Filming at the Court of Appeal followed a partial lifting of the long-standing ban on cameras in court and stated that; lawyers’ arguments and judges’ comments can appear but defendants, witnesses and victims will not be shown.
Responses to the lifting of the ban have been unsurprisingly mixed: ITN chief executive John Hardie said filming in courts would be; “for the benefit of open justice and democracy”, whereas Labour peer Baroness Kennedy QC said she was worried the development could undermine respect for the judicial system.
While this development marks a sea-change within the British judicial system, the real question we should ask ourselves is; are we really that surprised?
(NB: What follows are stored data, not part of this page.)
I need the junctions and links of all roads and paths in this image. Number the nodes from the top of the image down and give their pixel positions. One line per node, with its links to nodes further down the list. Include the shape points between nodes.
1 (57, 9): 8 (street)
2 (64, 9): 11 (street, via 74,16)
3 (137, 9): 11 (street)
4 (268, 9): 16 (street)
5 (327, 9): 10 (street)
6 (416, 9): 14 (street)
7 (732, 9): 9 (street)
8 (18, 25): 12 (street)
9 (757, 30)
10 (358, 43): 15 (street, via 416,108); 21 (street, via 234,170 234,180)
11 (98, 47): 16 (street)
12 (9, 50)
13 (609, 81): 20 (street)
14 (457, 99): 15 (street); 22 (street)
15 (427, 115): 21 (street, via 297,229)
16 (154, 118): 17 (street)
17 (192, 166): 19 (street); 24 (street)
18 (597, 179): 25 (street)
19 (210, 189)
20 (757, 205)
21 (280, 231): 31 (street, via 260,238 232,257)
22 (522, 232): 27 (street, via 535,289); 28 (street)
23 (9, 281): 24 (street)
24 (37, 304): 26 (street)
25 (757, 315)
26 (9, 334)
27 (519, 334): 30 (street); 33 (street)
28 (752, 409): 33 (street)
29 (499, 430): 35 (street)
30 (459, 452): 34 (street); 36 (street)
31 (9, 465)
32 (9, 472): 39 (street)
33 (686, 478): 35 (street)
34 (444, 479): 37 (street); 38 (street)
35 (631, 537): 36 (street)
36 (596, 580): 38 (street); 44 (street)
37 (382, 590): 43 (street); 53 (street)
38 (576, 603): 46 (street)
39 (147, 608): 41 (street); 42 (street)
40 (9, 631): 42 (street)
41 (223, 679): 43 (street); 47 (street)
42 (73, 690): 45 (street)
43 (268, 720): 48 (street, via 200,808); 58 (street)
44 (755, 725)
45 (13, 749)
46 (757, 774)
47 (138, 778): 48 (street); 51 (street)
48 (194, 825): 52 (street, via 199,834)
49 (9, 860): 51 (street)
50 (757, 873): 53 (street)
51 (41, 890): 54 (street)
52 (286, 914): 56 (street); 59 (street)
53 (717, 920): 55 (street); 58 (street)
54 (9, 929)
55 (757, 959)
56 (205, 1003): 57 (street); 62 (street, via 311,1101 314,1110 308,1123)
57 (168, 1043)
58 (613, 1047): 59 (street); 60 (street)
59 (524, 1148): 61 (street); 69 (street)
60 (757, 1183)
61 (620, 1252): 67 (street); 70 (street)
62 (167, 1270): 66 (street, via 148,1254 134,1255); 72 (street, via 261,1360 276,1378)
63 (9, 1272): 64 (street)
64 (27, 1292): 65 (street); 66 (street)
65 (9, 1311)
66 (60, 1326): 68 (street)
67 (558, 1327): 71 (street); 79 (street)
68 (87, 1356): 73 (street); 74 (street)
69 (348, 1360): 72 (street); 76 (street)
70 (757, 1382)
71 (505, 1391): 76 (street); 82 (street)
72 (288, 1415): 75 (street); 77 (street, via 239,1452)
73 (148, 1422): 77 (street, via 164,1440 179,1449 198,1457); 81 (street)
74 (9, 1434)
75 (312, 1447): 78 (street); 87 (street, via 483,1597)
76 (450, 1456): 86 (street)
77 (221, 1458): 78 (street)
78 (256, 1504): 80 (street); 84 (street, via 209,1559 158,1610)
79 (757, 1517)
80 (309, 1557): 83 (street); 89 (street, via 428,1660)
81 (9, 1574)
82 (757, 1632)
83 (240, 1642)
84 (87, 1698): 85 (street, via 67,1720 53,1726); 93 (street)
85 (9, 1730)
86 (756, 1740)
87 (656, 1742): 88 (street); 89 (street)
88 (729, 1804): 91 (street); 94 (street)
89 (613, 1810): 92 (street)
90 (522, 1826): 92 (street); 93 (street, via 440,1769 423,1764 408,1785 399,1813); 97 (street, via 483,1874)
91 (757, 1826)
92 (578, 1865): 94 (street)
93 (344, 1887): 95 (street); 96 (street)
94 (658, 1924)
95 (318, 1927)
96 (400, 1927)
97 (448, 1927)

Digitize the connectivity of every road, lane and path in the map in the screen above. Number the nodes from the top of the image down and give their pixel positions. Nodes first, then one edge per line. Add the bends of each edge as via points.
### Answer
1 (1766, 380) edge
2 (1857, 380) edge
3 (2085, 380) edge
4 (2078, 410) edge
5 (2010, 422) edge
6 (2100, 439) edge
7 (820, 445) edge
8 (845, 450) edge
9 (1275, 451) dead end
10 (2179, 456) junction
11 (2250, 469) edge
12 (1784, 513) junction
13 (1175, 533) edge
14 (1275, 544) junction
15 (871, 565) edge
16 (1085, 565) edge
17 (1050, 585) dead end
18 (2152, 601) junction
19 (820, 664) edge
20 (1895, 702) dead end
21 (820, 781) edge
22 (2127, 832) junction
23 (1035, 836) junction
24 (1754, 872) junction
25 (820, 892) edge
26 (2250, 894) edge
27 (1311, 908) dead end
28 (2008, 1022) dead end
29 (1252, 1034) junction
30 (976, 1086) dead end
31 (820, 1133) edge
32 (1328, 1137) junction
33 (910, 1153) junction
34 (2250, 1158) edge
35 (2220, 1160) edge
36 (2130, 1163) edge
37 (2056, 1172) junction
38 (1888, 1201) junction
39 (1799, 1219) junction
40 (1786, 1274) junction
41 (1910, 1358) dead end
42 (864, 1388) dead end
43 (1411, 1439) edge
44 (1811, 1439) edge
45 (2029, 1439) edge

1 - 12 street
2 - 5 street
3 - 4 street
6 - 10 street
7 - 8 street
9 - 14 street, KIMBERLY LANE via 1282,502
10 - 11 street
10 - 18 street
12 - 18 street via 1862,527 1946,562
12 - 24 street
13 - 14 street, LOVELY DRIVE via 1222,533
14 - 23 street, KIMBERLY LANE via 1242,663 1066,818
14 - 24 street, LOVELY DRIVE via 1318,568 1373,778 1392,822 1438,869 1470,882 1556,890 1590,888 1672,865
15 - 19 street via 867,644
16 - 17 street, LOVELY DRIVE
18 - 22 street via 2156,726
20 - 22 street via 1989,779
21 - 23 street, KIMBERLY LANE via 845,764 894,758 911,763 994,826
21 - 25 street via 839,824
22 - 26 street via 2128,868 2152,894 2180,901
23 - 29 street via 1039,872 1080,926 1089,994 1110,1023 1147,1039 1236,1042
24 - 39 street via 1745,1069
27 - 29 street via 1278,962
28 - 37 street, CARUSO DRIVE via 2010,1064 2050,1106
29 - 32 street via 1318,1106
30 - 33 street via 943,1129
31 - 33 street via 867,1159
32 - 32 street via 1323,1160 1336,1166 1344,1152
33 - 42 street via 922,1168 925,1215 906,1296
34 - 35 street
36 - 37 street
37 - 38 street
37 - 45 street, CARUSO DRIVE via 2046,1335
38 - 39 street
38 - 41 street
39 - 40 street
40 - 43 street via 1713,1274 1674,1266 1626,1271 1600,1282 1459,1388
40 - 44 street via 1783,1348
Interestingly earlier this month the current Lord Chief Justice in England, (Lord Thomas), said that the legal system needed to “loosen up” over its use of technology, adding “there are innovative ways of providing open justice bearing in mind things such as Skype and FaceTime”.
While Lord Thomas’ comments should be taken seriously, don’t expect trial by Skype or Facetime anytime soon. The importance of his comments is however twofold: yes, it marks a change in institutional attitudes towards technology and change overall; it more importantly emphasizes the way that technology has completely been accepted into British society, from quite literally the corridors of power, to the man/woman on the street.
The Queen; the Prime Minister; the London Stock Exchange; Boris Johnson; the cast of Made in Chelsea and even my Mother have Twitter and Facebook accounts. Barclays and HSBC practically rely upon IM style apps for internal real-time communications, and Skype conferencing is becoming the norm within the wider business community as consumer apps increasingly improve towards enterprise grade capabilities.
The evolution of technology and its uses within society is nothing new, and in 21st century Britain with its rapidly expanding tech economy it is here to stay. The inclusion of cameras in the courtroom is simply another indication of this.
Maybe the omission of technology from the court room for so long says more about the stiff upper lip associated with British institutions than anything else, and maybe the new cohort of tech literate Britons will herald the beginning of a wholly new set of traditions for the generations yet to come – both are interesting ideas to consider!